Britain feels poorer and angrier than it has for decades. What types of celebrities are rewarded is naturally dependent on the public mood – and a depressed Britain is rewarding those that can connect with it on a more thoughtful level than the energetic but mentally unambitious fame of the Nineties and Noughties. Instead of Gazza, Liam Gallagher and the Spice Girls, Britain wants Marcus Rashford, Lewis Capaldi and Joe Lycett. These types of stars have become, or been appointed, champions and moral beacons for a Britain trying to make sense of inequality, hypocrisy and depression.

This is why Baddiel didn’t simply vanish once he started doing other things than talking about football or recounting his love for porn. For an increasingly polarised country, a recognisable face who could talk with verve about identity and anti-Semitism was welcome. “I exist within British culture in a way that means that being an intellectual is not a thing that I can be, but I am that,” he complained. “I do not write to perpetuate this idea of me as an intellectual, but rather I write about the things that I feel intellectually and emotionally engaged with.”

In France and Italy, where there are similarly only a few public figures that are both instantly recognisable and universally known as Jewish, they have tended to be philosophers and public intellectuals. “It is really difficult to be a public intellectual in Britain,” Baddiel responded when asked why it was only now that he had begun to position himself in a similar way. “Even self-defining yourself as an intellectual just gets derision.
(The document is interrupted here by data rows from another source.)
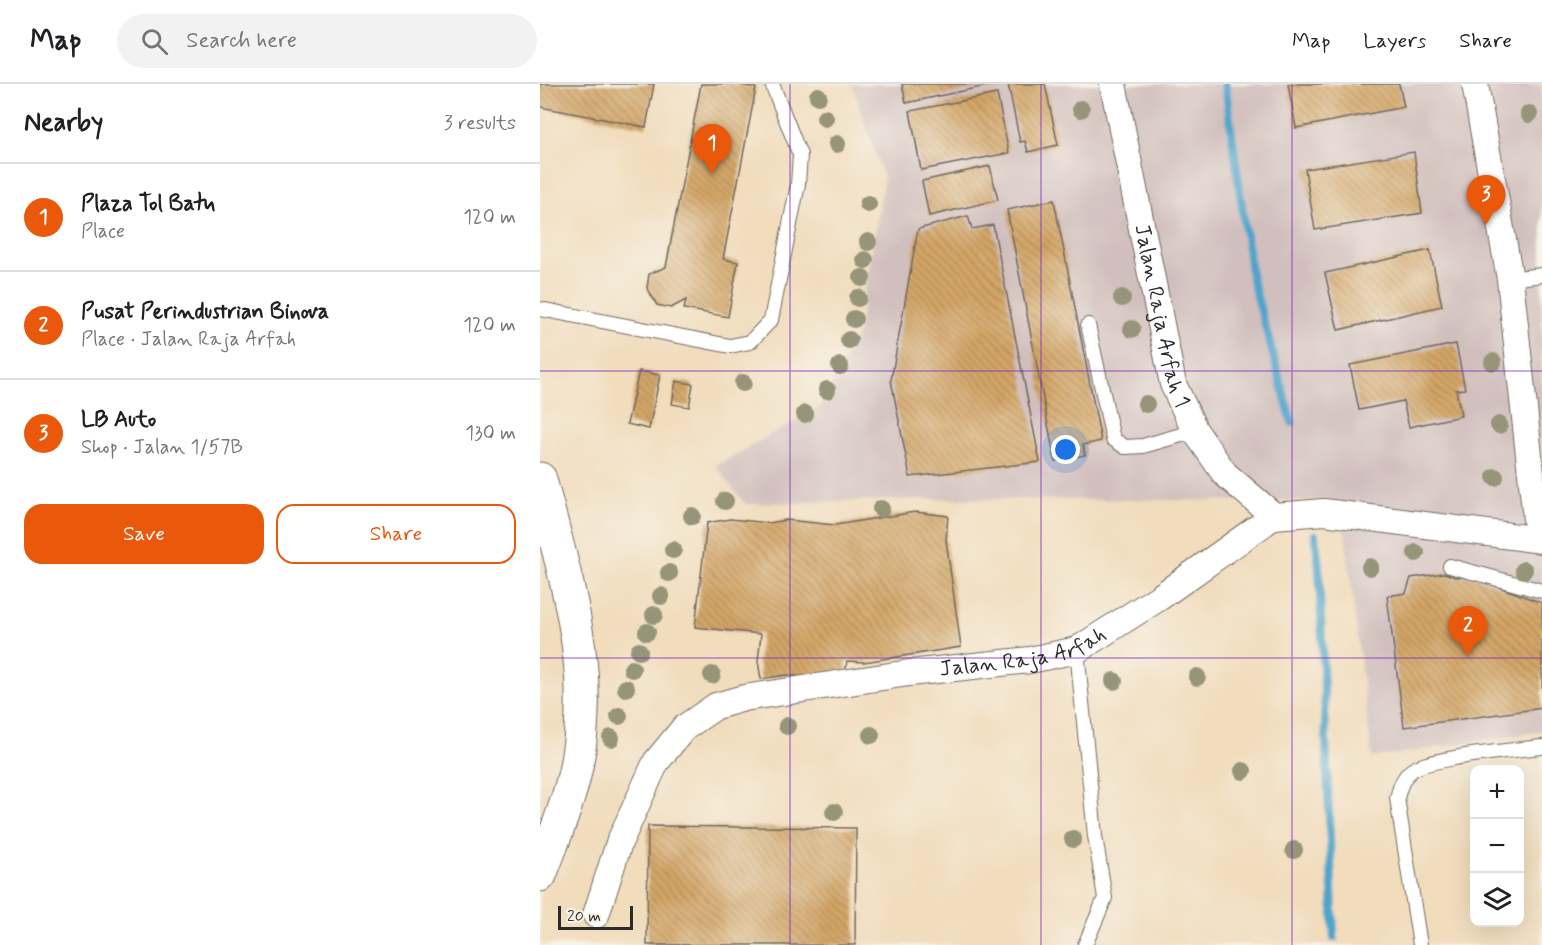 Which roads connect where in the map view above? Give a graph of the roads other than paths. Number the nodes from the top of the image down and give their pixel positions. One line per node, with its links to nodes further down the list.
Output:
1 (772, 84): 6 (lane)
2 (1113, 84): 8 (street, Jalan Raja Arfah 1)
3 (1475, 84): 5 (street)
4 (1542, 275): 5 (lane)
5 (1510, 279): 11 (street)
6 (540, 309)
7 (1088, 325): 8 (lane)
8 (1195, 431): 10 (street, Jalan Raja Arfah 1)
9 (540, 479): 16 (highway)
10 (1274, 516): 11 (street); 14 (street, Jalan Raja Arfah)
11 (1541, 538)
12 (1450, 566): 13 (lane)
13 (1542, 591)
14 (1077, 650): 17 (street, Jalan Raja Arfah); 18 (lane)
15 (1542, 747): 19 (lane)
16 (540, 875)
17 (596, 915)
18 (1085, 945)
19 (1420, 945)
I don’t know that I would have wanted to do that when I was younger. Without doubt I am sort of doing it now.”

Baddiel’s experience as a quick-witted comic has made him an especially British thinker. “I think that what I am trying to explain will be more digestible and more likely to land if I accompany it with more jokes, rather than dryness.” Part of the brilliance of Jews Don’t Count, the book he wrote in 2021, is its snappy title that distils the wider idea into an easily understandable slogan that can be used by others as a discursive shortcut when talking about anti-Semitism. This approach can also cause problems, such as when critics have challenged some of Baddiel’s ideas that have been honed for clarity, rather than depth.

He tried an example: what does Joe Rogan get wrong when he says that comparing Jews and money with Italians and pizza is stating the obvious? Italians have never been exterminated for liking pepperoni. “It is not a very good joke,” he admits, but you can’t help but smile and nod when the punchline comes.

Baddiel smiled very little when he was coaxed into speaking seriously. It feels as if the old self-consciousness about wanting to be a thinker has been dropped. When you go through interviews with Baddiel over three decades, a tic emerges that is often pawned off by interviews as a charming bit of relatability. Baddiel will tease an interesting idea about something before seemingly thinking better of it and trailing off with a “and blah, blah, blah”. That diffidence has disappeared. “I am not frightened by the fact that I am a comedian and the ‘Three Lions’ guy.”

With few exceptions, celebrity is by its nature transient. Yet Baddiel has managed to keep popping at various points by showing interest in something that speaks to people. He has started to turn down offers to appear or write about anti-Semitism. His thoughts are already moving to other things. “I don’t want to keep doing this,” he sighed. “You can see I am wearying. Don’t you find it wearisome, as a Jew?”

Baddiel might well have begun to come full circle. “I will complexify who I am,” Baddiel says. “We contain multitudes, and I am trying to be true to who I am.” He is considering writing a book called The Male Gaze. “I am not ashamed to like football. I am not ashamed to like pop music. I am not ashamed to be a heterosexual male.”